__RECORDED INFORMATION__:
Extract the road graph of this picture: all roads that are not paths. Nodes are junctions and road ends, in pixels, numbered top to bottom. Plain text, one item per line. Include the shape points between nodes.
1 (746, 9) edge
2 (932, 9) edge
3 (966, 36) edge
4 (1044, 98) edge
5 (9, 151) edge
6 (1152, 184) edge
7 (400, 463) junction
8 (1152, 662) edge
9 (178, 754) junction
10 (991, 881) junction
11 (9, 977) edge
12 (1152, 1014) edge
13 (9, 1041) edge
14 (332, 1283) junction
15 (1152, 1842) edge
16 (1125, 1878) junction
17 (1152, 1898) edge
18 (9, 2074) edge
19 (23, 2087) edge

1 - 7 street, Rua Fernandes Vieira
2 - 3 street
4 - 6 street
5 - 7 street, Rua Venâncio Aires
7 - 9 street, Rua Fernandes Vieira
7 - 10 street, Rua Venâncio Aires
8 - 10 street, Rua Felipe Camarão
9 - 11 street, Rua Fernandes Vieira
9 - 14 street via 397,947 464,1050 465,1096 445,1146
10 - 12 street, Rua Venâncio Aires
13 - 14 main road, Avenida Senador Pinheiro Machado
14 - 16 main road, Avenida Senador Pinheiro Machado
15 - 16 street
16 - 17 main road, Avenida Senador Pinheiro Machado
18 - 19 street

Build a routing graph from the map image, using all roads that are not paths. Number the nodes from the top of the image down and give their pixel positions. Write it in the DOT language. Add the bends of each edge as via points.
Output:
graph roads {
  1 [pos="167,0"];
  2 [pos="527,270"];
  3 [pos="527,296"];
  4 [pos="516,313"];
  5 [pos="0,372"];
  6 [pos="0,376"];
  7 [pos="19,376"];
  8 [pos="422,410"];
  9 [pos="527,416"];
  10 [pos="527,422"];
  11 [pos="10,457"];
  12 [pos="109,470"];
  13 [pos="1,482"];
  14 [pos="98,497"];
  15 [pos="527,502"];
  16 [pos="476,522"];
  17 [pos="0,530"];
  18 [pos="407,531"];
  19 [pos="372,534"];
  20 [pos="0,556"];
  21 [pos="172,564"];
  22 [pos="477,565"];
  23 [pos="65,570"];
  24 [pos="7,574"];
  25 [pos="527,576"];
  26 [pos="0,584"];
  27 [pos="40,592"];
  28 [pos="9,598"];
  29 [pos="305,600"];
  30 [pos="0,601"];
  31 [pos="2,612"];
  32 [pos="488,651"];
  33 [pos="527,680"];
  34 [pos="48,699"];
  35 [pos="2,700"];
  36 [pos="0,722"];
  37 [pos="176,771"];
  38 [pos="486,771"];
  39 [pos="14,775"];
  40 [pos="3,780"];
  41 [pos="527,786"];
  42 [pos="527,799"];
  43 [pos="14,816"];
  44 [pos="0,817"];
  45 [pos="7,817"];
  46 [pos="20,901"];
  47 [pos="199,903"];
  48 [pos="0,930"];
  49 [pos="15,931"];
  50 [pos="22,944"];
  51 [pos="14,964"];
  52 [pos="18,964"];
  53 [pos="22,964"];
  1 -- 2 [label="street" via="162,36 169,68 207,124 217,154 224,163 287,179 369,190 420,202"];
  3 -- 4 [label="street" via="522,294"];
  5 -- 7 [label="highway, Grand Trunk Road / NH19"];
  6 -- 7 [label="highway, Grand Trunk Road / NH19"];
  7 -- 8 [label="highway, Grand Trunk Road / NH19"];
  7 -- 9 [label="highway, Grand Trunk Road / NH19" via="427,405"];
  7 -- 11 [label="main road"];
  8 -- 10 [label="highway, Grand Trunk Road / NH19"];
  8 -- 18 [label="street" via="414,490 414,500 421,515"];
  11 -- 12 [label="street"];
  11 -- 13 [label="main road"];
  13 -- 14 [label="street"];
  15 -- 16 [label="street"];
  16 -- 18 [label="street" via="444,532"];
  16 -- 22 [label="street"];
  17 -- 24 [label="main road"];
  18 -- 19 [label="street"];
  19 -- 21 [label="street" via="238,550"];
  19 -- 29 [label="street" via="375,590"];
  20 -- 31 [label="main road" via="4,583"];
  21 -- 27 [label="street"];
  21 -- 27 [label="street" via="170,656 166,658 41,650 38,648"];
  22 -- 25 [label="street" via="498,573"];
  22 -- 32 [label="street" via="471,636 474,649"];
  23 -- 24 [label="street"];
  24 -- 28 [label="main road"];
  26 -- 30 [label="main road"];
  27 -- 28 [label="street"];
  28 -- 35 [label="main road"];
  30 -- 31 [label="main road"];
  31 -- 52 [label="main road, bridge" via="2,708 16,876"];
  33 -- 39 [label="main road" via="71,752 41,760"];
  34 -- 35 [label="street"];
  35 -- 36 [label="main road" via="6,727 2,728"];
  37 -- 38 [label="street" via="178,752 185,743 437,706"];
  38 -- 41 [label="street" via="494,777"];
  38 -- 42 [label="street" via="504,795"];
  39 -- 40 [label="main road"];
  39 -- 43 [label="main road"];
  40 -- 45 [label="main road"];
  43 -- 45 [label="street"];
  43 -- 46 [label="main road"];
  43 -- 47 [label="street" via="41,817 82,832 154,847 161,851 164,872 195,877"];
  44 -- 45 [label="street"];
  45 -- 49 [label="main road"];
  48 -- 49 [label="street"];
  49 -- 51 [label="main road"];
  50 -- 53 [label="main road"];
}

__DIRECTIONS__: Copy out the material above in full so that every line matches the original.

__WRITTEN ANSWER__:
Extract the road graph of this picture: all roads that are not paths. Nodes are junctions and road ends, in pixels, numbered top to bottom. Plain text, one item per line. Include the shape points between nodes.
1 (746, 9) edge
2 (932, 9) edge
3 (966, 36) edge
4 (1044, 98) edge
5 (9, 151) edge
6 (1152, 184) edge
7 (400, 463) junction
8 (1152, 662) edge
9 (178, 754) junction
10 (991, 881) junction
11 (9, 977) edge
12 (1152, 1014) edge
13 (9, 1041) edge
14 (332, 1283) junction
15 (1152, 1842) edge
16 (1125, 1878) junction
17 (1152, 1898) edge
18 (9, 2074) edge
19 (23, 2087) edge

1 - 7 street, Rua Fernandes Vieira
2 - 3 street
4 - 6 street
5 - 7 street, Rua Venâncio Aires
7 - 9 street, Rua Fernandes Vieira
7 - 10 street, Rua Venâncio Aires
8 - 10 street, Rua Felipe Camarão
9 - 11 street, Rua Fernandes Vieira
9 - 14 street via 397,947 464,1050 465,1096 445,1146
10 - 12 street, Rua Venâncio Aires
13 - 14 main road, Avenida Senador Pinheiro Machado
14 - 16 main road, Avenida Senador Pinheiro Machado
15 - 16 street
16 - 17 main road, Avenida Senador Pinheiro Machado
18 - 19 street

Build a routing graph from the map image, using all roads that are not paths. Number the nodes from the top of the image down and give their pixel positions. Write it in the DOT language. Add the bends of each edge as via points.
Output:
graph roads {
  1 [pos="167,0"];
  2 [pos="527,270"];
  3 [pos="527,296"];
  4 [pos="516,313"];
  5 [pos="0,372"];
  6 [pos="0,376"];
  7 [pos="19,376"];
  8 [pos="422,410"];
  9 [pos="527,416"];
  10 [pos="527,422"];
  11 [pos="10,457"];
  12 [pos="109,470"];
  13 [pos="1,482"];
  14 [pos="98,497"];
  15 [pos="527,502"];
  16 [pos="476,522"];
  17 [pos="0,530"];
  18 [pos="407,531"];
  19 [pos="372,534"];
  20 [pos="0,556"];
  21 [pos="172,564"];
  22 [pos="477,565"];
  23 [pos="65,570"];
  24 [pos="7,574"];
  25 [pos="527,576"];
  26 [pos="0,584"];
  27 [pos="40,592"];
  28 [pos="9,598"];
  29 [pos="305,600"];
  30 [pos="0,601"];
  31 [pos="2,612"];
  32 [pos="488,651"];
  33 [pos="527,680"];
  34 [pos="48,699"];
  35 [pos="2,700"];
  36 [pos="0,722"];
  37 [pos="176,771"];
  38 [pos="486,771"];
  39 [pos="14,775"];
  40 [pos="3,780"];
  41 [pos="527,786"];
  42 [pos="527,799"];
  43 [pos="14,816"];
  44 [pos="0,817"];
  45 [pos="7,817"];
  46 [pos="20,901"];
  47 [pos="199,903"];
  48 [pos="0,930"];
  49 [pos="15,931"];
  50 [pos="22,944"];
  51 [pos="14,964"];
  52 [pos="18,964"];
  53 [pos="22,964"];
  1 -- 2 [label="street" via="162,36 169,68 207,124 217,154 224,163 287,179 369,190 420,202"];
  3 -- 4 [label="street" via="522,294"];
  5 -- 7 [label="highway, Grand Trunk Road / NH19"];
  6 -- 7 [label="highway, Grand Trunk Road / NH19"];
  7 -- 8 [label="highway, Grand Trunk Road / NH19"];
  7 -- 9 [label="highway, Grand Trunk Road / NH19" via="427,405"];
  7 -- 11 [label="main road"];
  8 -- 10 [label="highway, Grand Trunk Road / NH19"];
  8 -- 18 [label="street" via="414,490 414,500 421,515"];
  11 -- 12 [label="street"];
  11 -- 13 [label="main road"];
  13 -- 14 [label="street"];
  15 -- 16 [label="street"];
  16 -- 18 [label="street" via="444,532"];
  16 -- 22 [label="street"];
  17 -- 24 [label="main road"];
  18 -- 19 [label="street"];
  19 -- 21 [label="street" via="238,550"];
  19 -- 29 [label="street" via="375,590"];
  20 -- 31 [label="main road" via="4,583"];
  21 -- 27 [label="street"];
  21 -- 27 [label="street" via="170,656 166,658 41,650 38,648"];
  22 -- 25 [label="street" via="498,573"];
  22 -- 32 [label="street" via="471,636 474,649"];
  23 -- 24 [label="street"];
  24 -- 28 [label="main road"];
  26 -- 30 [label="main road"];
  27 -- 28 [label="street"];
  28 -- 35 [label="main road"];
  30 -- 31 [label="main road"];
  31 -- 52 [label="main road, bridge" via="2,708 16,876"];
  33 -- 39 [label="main road" via="71,752 41,760"];
  34 -- 35 [label="street"];
  35 -- 36 [label="main road" via="6,727 2,728"];
  37 -- 38 [label="street" via="178,752 185,743 437,706"];
  38 -- 41 [label="street" via="494,777"];
  38 -- 42 [label="street" via="504,795"];
  39 -- 40 [label="main road"];
  39 -- 43 [label="main road"];
  40 -- 45 [label="main road"];
  43 -- 45 [label="street"];
  43 -- 46 [label="main road"];
  43 -- 47 [label="street" via="41,817 82,832 154,847 161,851 164,872 195,877"];
  44 -- 45 [label="street"];
  45 -- 49 [label="main road"];
  48 -- 49 [label="street"];
  49 -- 51 [label="main road"];
  50 -- 53 [label="main road"];
}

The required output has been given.